Order of evaluation within printf() is not defined. Once you have multiple increment() calls within the same printf then you never know which once gets executed first and how they are evaluated.

Answer 2

The order in which all elements in a full-expression get evaluated is not defined. All that is required is that each sub-expression have its operands fully evaluated before it is evaluated. In the case of a function call, the arguments can be evaluated in any order, and in fact one argument might only be partially evaluated at the moment another argument becomes fully evaluated.

First, let's expand the macro:

printf("max of %d and %d is %d\n", x,
                                   increment(),
                                   ((x) > (increment()) ? (x) : (increment()));

(Oops, there is another problem here: if increment() is larger than x then it gets called again. Make the MAX macro a function instead so the arguments are only evaluated once!)

All of the following sequences are possible. I omit the evaluation of x here because it doesn't change.

• The second argument increment() is evaluated, followed by x > increment(), finally followed by whichever ?: operand is selected. (This is likely the sequence you were expecting.)
• x > increment() is evaluated, followed by whichever ?: operand is selected, finally followed by the second argument increment().
• x > increment() is evaluated, followed by the second argument increment(), finally followed by whichever ?: operand is selected.

These may all yield different results, and they are all a correct interpretation of your code.

When you call multiple functions in a single full-expression, you should ensure that these functions either don't have any side-effects, or that the side-effects of each function do not change the behavior of any of the other functions.
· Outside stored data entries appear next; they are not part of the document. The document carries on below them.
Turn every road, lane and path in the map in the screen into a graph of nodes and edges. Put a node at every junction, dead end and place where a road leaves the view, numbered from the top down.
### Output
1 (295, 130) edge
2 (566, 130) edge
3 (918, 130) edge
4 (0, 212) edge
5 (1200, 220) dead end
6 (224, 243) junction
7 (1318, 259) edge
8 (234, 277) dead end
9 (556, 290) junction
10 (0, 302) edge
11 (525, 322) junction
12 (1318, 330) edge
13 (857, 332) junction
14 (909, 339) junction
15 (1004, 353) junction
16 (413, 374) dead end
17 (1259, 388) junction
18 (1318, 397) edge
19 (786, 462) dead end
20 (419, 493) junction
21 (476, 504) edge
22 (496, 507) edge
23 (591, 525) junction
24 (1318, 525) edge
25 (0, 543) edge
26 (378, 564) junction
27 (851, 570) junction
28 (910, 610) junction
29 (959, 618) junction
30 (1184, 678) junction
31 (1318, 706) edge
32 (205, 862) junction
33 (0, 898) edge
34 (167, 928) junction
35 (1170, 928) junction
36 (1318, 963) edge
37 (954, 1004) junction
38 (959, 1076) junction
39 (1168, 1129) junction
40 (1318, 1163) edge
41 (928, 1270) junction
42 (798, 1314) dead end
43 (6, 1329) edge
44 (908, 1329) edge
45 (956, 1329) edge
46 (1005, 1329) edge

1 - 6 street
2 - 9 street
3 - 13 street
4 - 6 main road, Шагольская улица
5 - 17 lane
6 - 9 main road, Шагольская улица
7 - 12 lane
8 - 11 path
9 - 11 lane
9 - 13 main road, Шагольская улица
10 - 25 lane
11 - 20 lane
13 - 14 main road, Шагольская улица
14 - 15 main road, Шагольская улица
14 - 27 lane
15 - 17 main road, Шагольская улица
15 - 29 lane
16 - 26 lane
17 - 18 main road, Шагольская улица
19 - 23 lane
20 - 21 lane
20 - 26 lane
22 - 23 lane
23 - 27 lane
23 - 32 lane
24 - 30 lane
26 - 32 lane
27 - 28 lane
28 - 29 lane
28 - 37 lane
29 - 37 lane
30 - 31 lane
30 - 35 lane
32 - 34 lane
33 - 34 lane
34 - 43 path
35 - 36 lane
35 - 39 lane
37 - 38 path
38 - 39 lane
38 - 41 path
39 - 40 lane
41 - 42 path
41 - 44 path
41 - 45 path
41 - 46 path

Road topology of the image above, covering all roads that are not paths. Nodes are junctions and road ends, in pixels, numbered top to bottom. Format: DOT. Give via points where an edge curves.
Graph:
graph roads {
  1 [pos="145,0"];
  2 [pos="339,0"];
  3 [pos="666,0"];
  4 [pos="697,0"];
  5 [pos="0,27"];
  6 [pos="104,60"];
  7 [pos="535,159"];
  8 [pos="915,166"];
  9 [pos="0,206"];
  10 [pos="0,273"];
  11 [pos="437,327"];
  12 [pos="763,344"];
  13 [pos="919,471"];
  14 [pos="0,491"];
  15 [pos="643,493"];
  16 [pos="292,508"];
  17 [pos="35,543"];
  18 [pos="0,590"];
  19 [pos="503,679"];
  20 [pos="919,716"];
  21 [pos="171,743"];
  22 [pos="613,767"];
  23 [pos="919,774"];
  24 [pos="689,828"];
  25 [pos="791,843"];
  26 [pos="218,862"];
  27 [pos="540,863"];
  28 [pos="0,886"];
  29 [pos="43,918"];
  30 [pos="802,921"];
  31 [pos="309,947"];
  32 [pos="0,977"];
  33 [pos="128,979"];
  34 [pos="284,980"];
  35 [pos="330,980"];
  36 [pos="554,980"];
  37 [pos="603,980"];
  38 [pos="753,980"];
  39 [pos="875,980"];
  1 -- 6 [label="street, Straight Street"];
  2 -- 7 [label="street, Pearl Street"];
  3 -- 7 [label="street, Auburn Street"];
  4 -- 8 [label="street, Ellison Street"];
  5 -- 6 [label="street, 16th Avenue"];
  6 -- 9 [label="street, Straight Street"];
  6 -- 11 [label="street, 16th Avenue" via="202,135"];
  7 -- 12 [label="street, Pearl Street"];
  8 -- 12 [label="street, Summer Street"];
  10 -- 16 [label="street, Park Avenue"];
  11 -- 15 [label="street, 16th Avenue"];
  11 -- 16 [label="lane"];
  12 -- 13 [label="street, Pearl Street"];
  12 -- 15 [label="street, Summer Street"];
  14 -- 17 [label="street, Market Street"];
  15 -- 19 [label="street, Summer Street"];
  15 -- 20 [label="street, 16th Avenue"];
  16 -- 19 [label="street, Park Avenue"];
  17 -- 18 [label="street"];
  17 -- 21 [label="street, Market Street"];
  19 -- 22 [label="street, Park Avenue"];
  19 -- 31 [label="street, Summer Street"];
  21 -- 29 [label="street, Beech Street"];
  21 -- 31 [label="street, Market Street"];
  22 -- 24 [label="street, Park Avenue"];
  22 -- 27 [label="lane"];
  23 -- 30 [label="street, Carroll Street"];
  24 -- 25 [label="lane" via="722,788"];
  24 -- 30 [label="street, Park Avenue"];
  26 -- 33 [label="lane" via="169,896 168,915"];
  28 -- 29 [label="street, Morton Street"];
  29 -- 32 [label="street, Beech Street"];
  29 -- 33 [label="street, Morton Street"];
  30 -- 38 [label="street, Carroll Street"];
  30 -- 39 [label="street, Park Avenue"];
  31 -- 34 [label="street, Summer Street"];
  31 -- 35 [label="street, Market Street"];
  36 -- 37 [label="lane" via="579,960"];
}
Otherwise, compiling on a different compiler (or a different version of the same compiler!) could change the result.

As an additional example, even the simple-looking expression increment() > increment() has an unspecified result, because the order in which the operands are evaluated is not defined; if the left operand is evaluated first then the result will be false, otherwise it will be true.

In the more complicated example ((a + b) * (c + d)) the compiler can evaluate a, b, c, and d in any order that it pleases. All that is required is that a and b must be evaluated before a + b can be, c and d must be evaluated before c + d can be, and a + b and c + d must be evaluated before the final operator * can be.

Answer 3

There are two problems here.

You are relying on whatever the compiler chooses for evaluating the arguments to printf(). The statements evaluated first modify the values of later statements. Move the increment() calls out of the argument list. Store the results of increment() in variables instead and pass those variables to printf().

Also, the macro expansion of MAX can cause either argument to be evaluated once or twice. So even on the same OS and compiler, you can get awkward results. To fix this, do the same as I suggested for storing the increment() results. Pass those variables to MAX().